No es Venezuela es nuestro país…Tres y media de la mañana“. Así comienza el relato de M. Belén Botella Serrano sobre la larga espera que ha tenido que realizar su padre, “un hombre de 83 años, con Alzheimer, encamado” en el Hospital de Osuna, Sevilla, “desde las 8 de la tarde entramos a urgencias“, explica su hija.

Según datos del CSIF, Central Sindical Independiente y de Funcionarios, son más de 2500 las camas hospitalarias que se cierren en este período: sólo en Sevilla se cerrarán más de 600 camas y más de 300 en Málaga. El conjunto de las sustituciones no alcanzarán ni al 30% de todo el personal y los quirófanos estarán por debajo del 50% de funcionamiento.
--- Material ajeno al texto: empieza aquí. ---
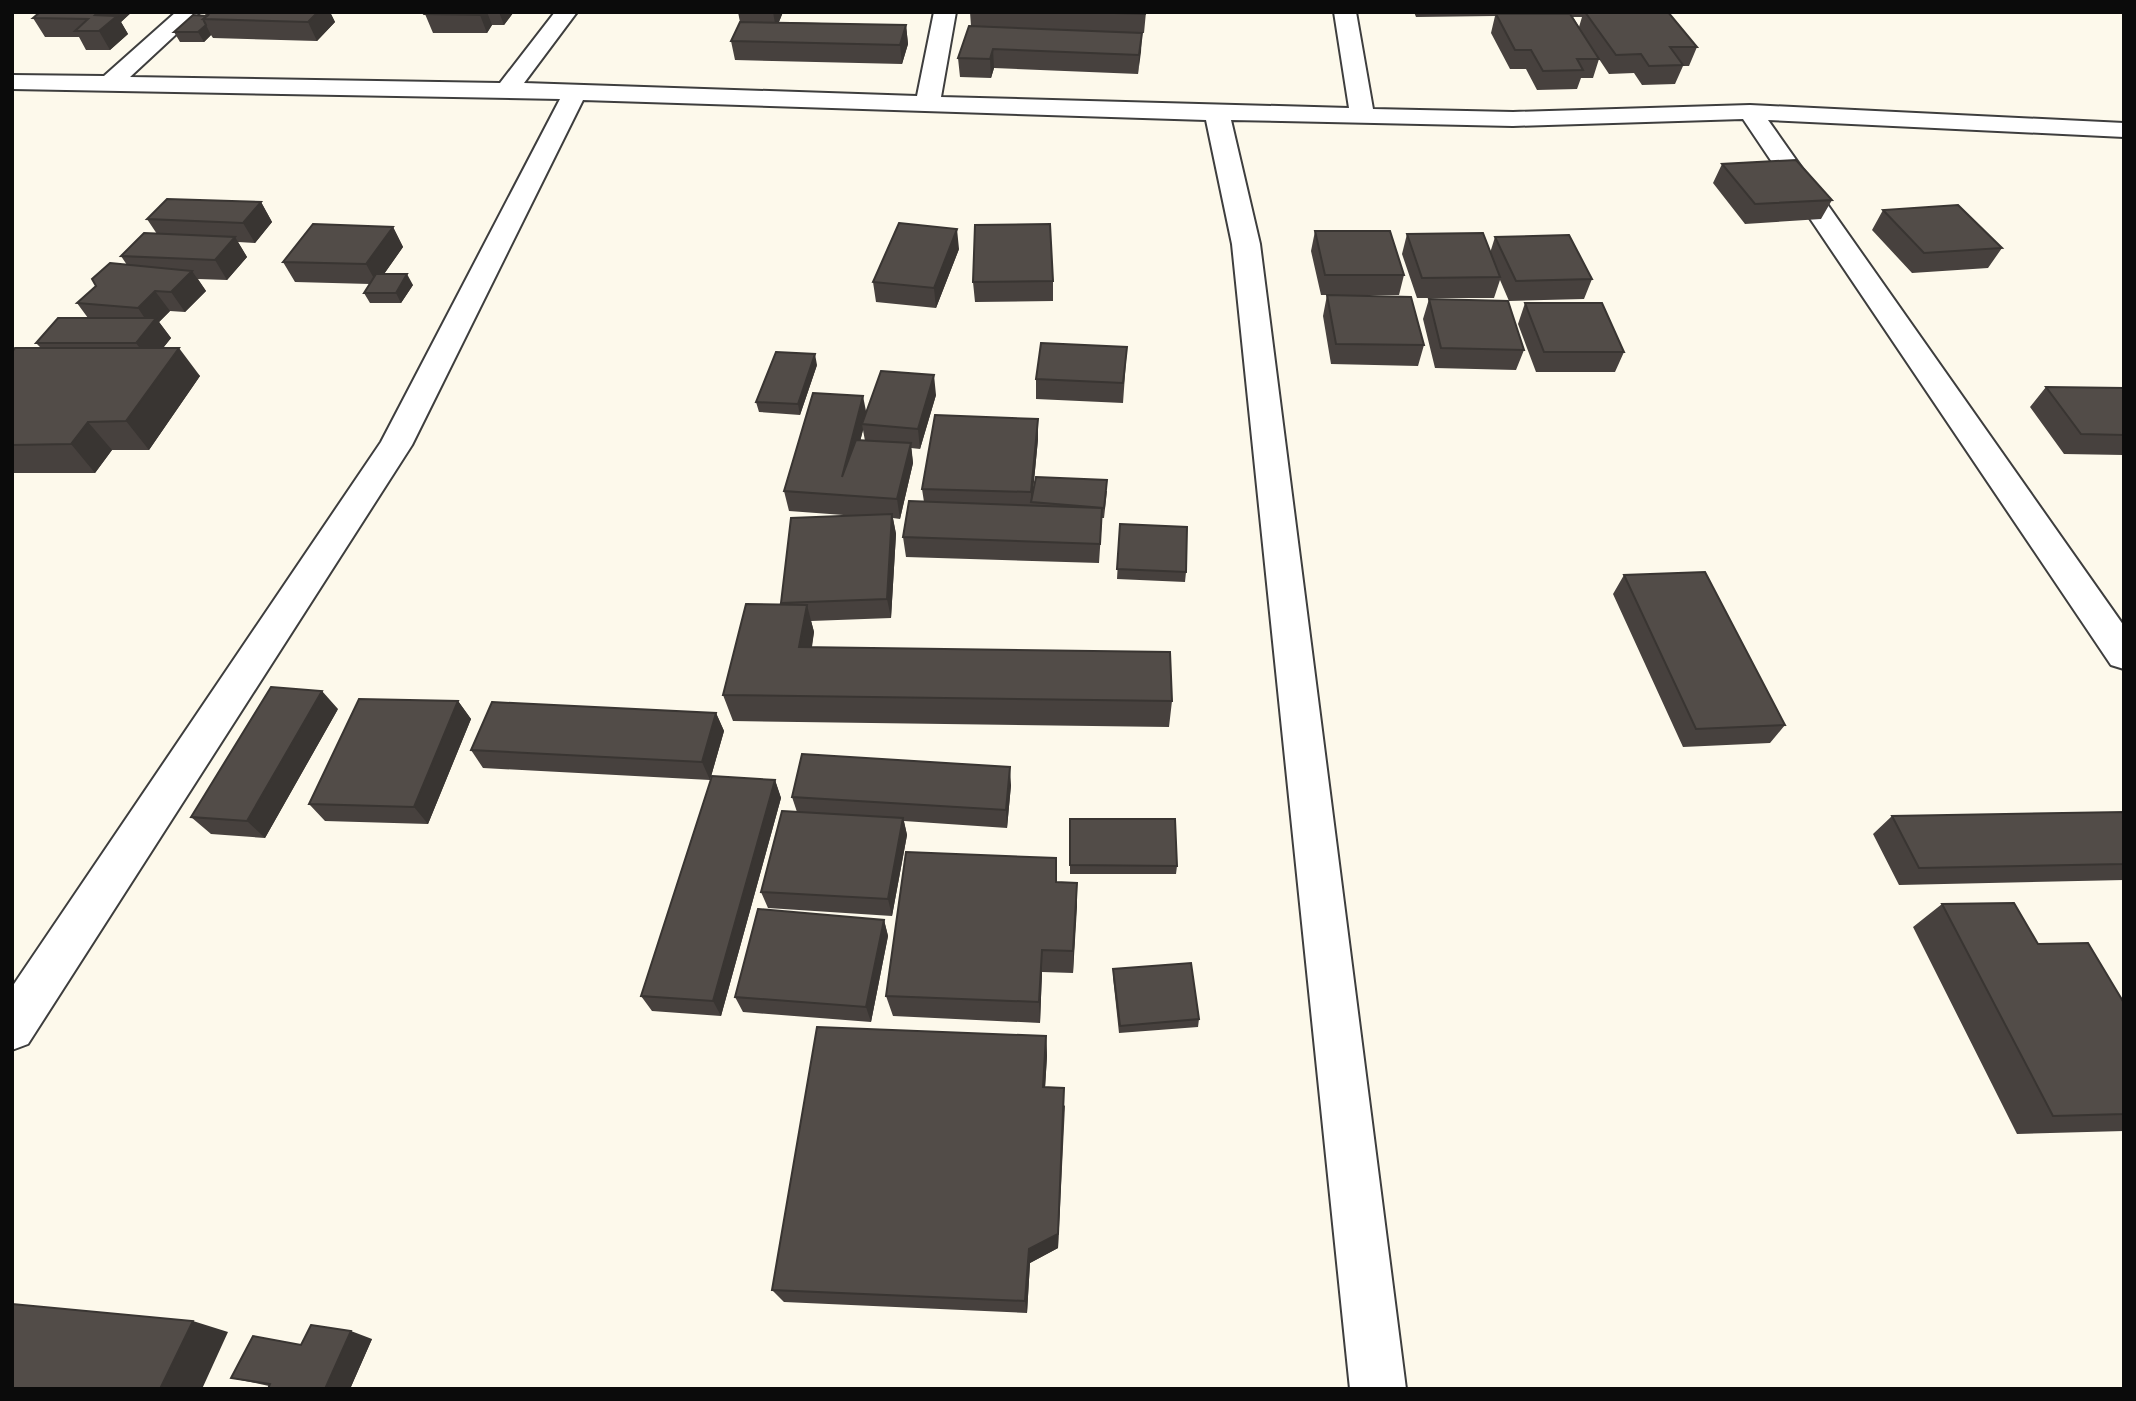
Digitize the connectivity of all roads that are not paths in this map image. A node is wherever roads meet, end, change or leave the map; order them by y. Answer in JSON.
{"nodes":[{"id":1,"x":189,"y":12,"type":"edge"},
{"id":2,"x":566,"y":12,"type":"edge"},
{"id":3,"x":945,"y":12,"type":"edge"},
{"id":4,"x":1345,"y":12,"type":"edge"},
{"id":5,"x":12,"y":82,"type":"edge"},
{"id":6,"x":109,"y":83,"type":"junction"},
{"id":7,"x":507,"y":90,"type":"junction"},
{"id":8,"x":574,"y":94,"type":"junction"},
{"id":9,"x":928,"y":103,"type":"junction"},
{"id":10,"x":1750,"y":112,"type":"junction"},
{"id":11,"x":1217,"y":113,"type":"junction"},
{"id":12,"x":1362,"y":116,"type":"junction"},
{"id":13,"x":2124,"y":130,"type":"edge"},
{"id":14,"x":2124,"y":655,"type":"edge"},
{"id":15,"x":12,"y":1028,"type":"edge"},
{"id":16,"x":1378,"y":1389,"type":"edge"}],
"edges":[{"from":1,"to":6,"type":"street"},
{"from":2,"to":7,"type":"street"},
{"from":3,"to":9,"type":"street"},
{"from":4,"to":12,"type":"street"},
{"from":5,"to":6,"type":"street"},
{"from":6,"to":7,"type":"street"},
{"from":7,"to":8,"type":"street"},
{"from":8,"to":9,"type":"street"},
{"from":8,"to":15,"type":"street"},
{"from":9,"to":11,"type":"street"},
{"from":10,"to":12,"type":"street"},
{"from":10,"to":13,"type":"street"},
{"from":10,"to":14,"type":"street"},
{"from":11,"to":12,"type":"street"},
{"from":11,"to":16,"type":"street"}]}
Y claro, eso se nota en casos como el del padre de M. Belén.

A las 1 de la madrugada por fin nos dicen que se quedará toda la noche por indicación del especialista hasta la mañana y que ya decidirá según lo vea“, continúa M. Belén. “Pido una cama para él y me dicen que no hay camas, que no lo van a llevar a observación y que le toca pasar la noche en una camilla, un hombre de 83 años, con Alzheimer, sangrando y toda la noche con el megáfono chillando nombres de pacientes y consultas“, indica.

Lo que cuenta Botella Serrano llega a tomar tintes trágicos, ya que ha vivido situaciones críticas durante la espera en pacientes de idéntica situación que su padre: “tenemos en la sala desde aproximadamente la misma hora otro hombre de la misma edad y nos comunica la familiar que tampoco le daban camas, a las 3 este hombre comienza a convulsionar, salgo a poner una reclamación y a la vuelta se han llevado al hombre y a la hija llorando“.

También se ha acordado de quien maneja los presupuestos que propician esta situación:, “hace unos meses venía (…) la presidenta de la Junta a celebrar que nuestro hospital de Osuna utiliza las mejores de las tecnicas de tortura con los enfermos, sobre todo para los más críticos y delicados”.

“Este es el trato a personas con dependencia en el hospital de Osuna pasar la noche y a saber que parte del día en una camilla, sangrando, sin almohada, sin supervisión de ningún tipo mientras en el hospital se reparte en dinero que se ahorran de las camas vacías“, se quejaba amargamente,.

Tras esto ánimo a todos a poner reclamaciones y trasladarlos al defensor del paciente y al defensor del pueblo. Y movilizarnos cada vez que se convoque un acto de protesta y sobre todo a que mande al Psoe al infierno en las próximas elecciones. ¡POR UNA SANIDAD GRATUITA , UNIVERSAL Y DE CALIDAD!“, sentenciaba M. Belén.